Todo el elenco consigue que el público se emocione y forme parte de una obra intensa y complicada que aún ahora en nuestro mundo, supuestamente avanzado, no es fácil interiorizar ni asimilar debido a la fuerza de sus diálogos y a la gravedad de las emociones que se transmiten. El amor y la muerte aparecen en la función sin caer en tópicos y desgarrando los sentimientos de los espectadores en cada uno de los suspiros de los actores. Aquí se habla de un amor que nos mata a todos en vida. Como bien se dice, todos queremos ser amados y por ello a veces se busca un respaldo social con el fin de aparentar algo que no somos. O para tapar unos miedos que aúllan en nuestras entrañas, pero que solo somos capaces de maquillar con burdas poses que no pueden ser más que cómplices de nuestra propia destrucción. A pesar de todo, la situación de alguno de los personajes les lleva a no querer ver la realidad, a escapar de ella a través de una diversión que se encuentra vacía, un reflejo de la propia existencia de alguno de los protagonistas.
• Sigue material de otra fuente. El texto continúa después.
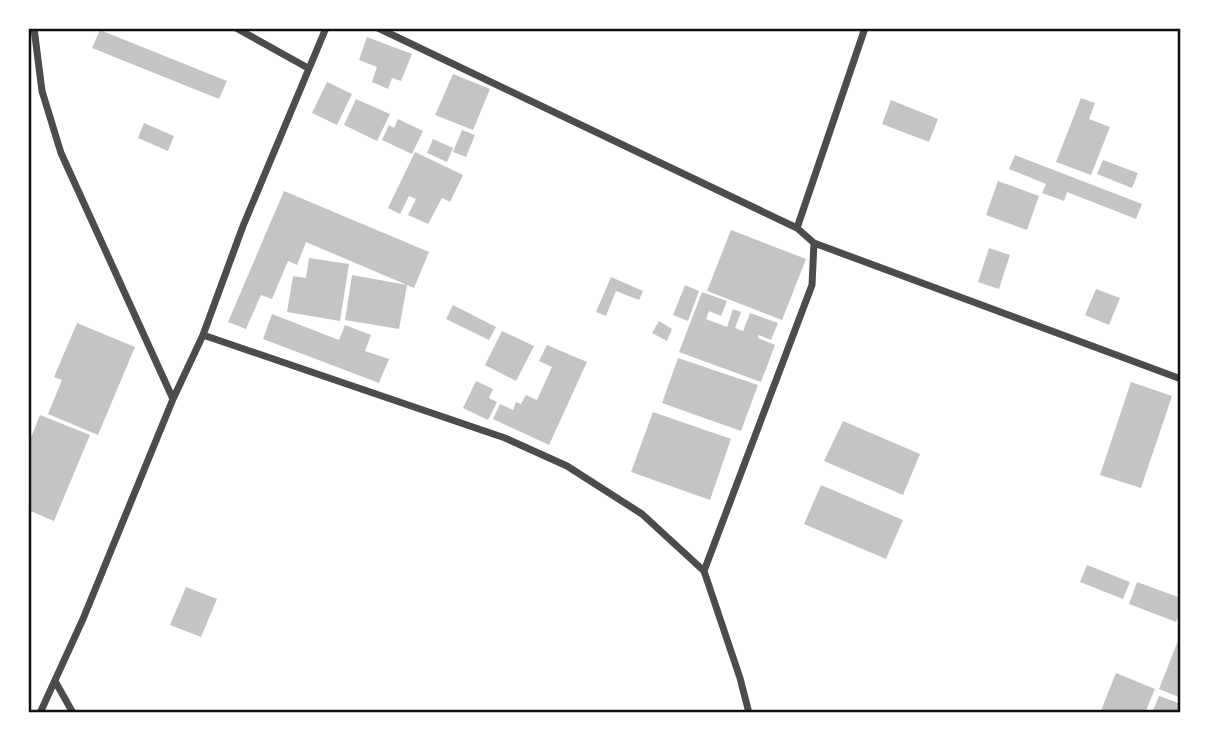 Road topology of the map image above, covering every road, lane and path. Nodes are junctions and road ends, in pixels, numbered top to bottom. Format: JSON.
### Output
{"nodes":[{"id":1,"x":34,"y":28,"type":"edge"},
{"id":2,"x":236,"y":28,"type":"edge"},
{"id":3,"x":326,"y":28,"type":"edge"},
{"id":4,"x":378,"y":28,"type":"edge"},
{"id":5,"x":865,"y":28,"type":"edge"},
{"id":6,"x":308,"y":68,"type":"junction"},
{"id":7,"x":797,"y":229,"type":"junction"},
{"id":8,"x":814,"y":243,"type":"junction"},
{"id":9,"x":203,"y":335,"type":"junction"},
{"id":10,"x":1181,"y":379,"type":"edge"},
{"id":11,"x":173,"y":399,"type":"junction"},
{"id":12,"x":704,"y":571,"type":"junction"},
{"id":13,"x":55,"y":681,"type":"junction"},
{"id":14,"x":40,"y":713,"type":"edge"},
{"id":15,"x":73,"y":713,"type":"edge"},
{"id":16,"x":749,"y":713,"type":"edge"}],
"edges":[{"from":1,"to":11,"type":"street"},
{"from":2,"to":6,"type":"street"},
{"from":3,"to":6,"type":"street"},
{"from":4,"to":7,"type":"street"},
{"from":5,"to":7,"type":"street"},
{"from":6,"to":9,"type":"street"},
{"from":7,"to":8,"type":"street"},
{"from":8,"to":10,"type":"street"},
{"from":8,"to":12,"type":"street"},
{"from":9,"to":11,"type":"street"},
{"from":9,"to":12,"type":"street"},
{"from":11,"to":13,"type":"street"},
{"from":12,"to":16,"type":"street"},
{"from":13,"to":14,"type":"street"},
{"from":13,"to":15,"type":"street"}]} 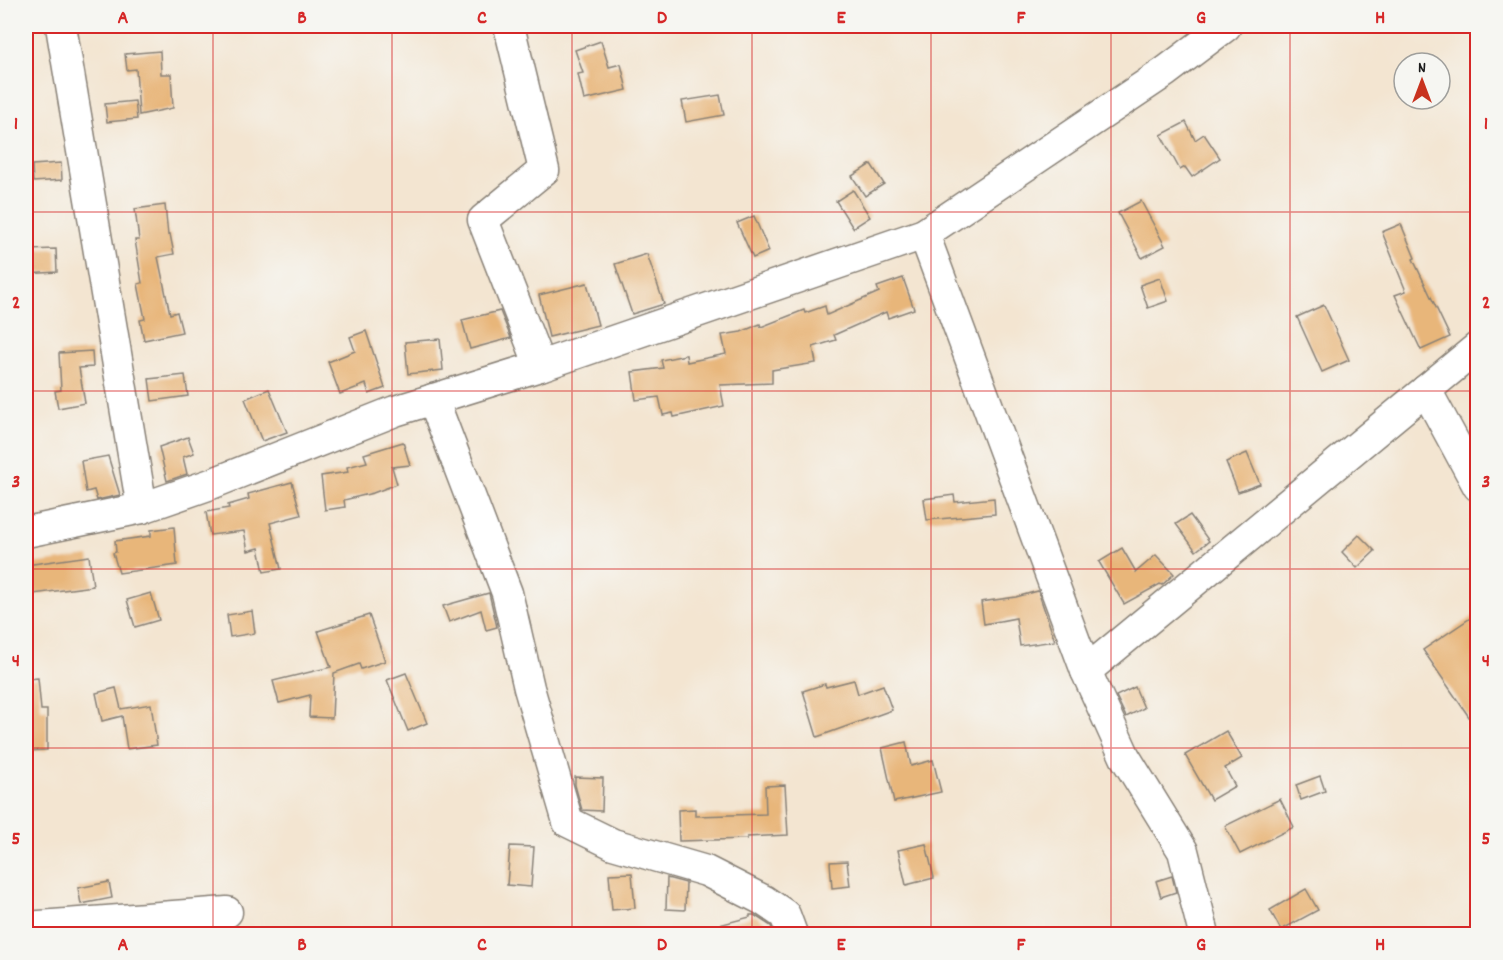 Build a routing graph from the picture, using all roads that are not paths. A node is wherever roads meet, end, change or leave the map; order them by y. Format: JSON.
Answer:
{"nodes":[{"id":1,"x":61,"y":26,"type":"edge"},
{"id":2,"x":509,"y":26,"type":"edge"},
{"id":3,"x":1226,"y":26,"type":"edge"},
{"id":4,"x":924,"y":234,"type":"junction"},
{"id":5,"x":1478,"y":347,"type":"edge"},
{"id":6,"x":540,"y":366,"type":"junction"},
{"id":7,"x":1426,"y":390,"type":"junction"},
{"id":8,"x":433,"y":399,"type":"junction"},
{"id":9,"x":1478,"y":486,"type":"edge"},
{"id":10,"x":142,"y":508,"type":"junction"},
{"id":11,"x":26,"y":532,"type":"edge"},
{"id":12,"x":1086,"y":672,"type":"junction"},
{"id":13,"x":226,"y":912,"type":"dead end"},
{"id":14,"x":26,"y":927,"type":"edge"},
{"id":15,"x":792,"y":934,"type":"edge"},
{"id":16,"x":1204,"y":934,"type":"edge"}],
"edges":[{"from":1,"to":10,"type":"street"},
{"from":2,"to":6,"type":"street"},
{"from":3,"to":4,"type":"street"},
{"from":4,"to":6,"type":"street"},
{"from":4,"to":12,"type":"street"},
{"from":5,"to":7,"type":"street"},
{"from":6,"to":8,"type":"street"},
{"from":7,"to":9,"type":"street"},
{"from":7,"to":12,"type":"street"},
{"from":8,"to":10,"type":"street"},
{"from":8,"to":15,"type":"street"},
{"from":10,"to":11,"type":"street"},
{"from":12,"to":16,"type":"street"},
{"from":13,"to":14,"type":"street"}]}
Una de las partes más acertadas de la obra es que el director, Raúl Tejón, maneja con maestría el difícil equilibrio entre un intenso drama y la incorporación de varios momentos cómicos que producen la risa de los presentes sin que la función pierda un ápice de emoción. Es más, se podría decir que estos momentos más o menos distendidos ayudan a que el público se mantenga alerta. Lo cierto es que parece que en esta obra nada avanza, nada ocurre. Sin embargo, una tensión constante enmudece al espectador a medida que progresa la función. Todos esperan impacientes a que los personajes tomen las decisiones adecuadas. Junto a ellos se inquietan y sienten su miedo. Sobre todo, el temor a la muerte, a los fantasmas del pasado y a los que nunca se fueron. Esos que siguen ahí, que nos persiguen cada vez que damos un paso, los que sigilosos planean en nuestros pensamientos y a los que les tenemos verdadero pánico. En realidad, no son más que recuerdos que se albergan en lo más profundo del alma. La muerte que planea y sobrecoge hasta los cimientos de la casa no es más que un fatídico sentimiento del que determinados personajes intentan huir. Al fin y al cabo, todos huimos, nos llevamos con el miedo. No obstante, nadie puede deshacerse de su pasado así como así por mucho que se empeñe, siempre se acaba pagando un precio.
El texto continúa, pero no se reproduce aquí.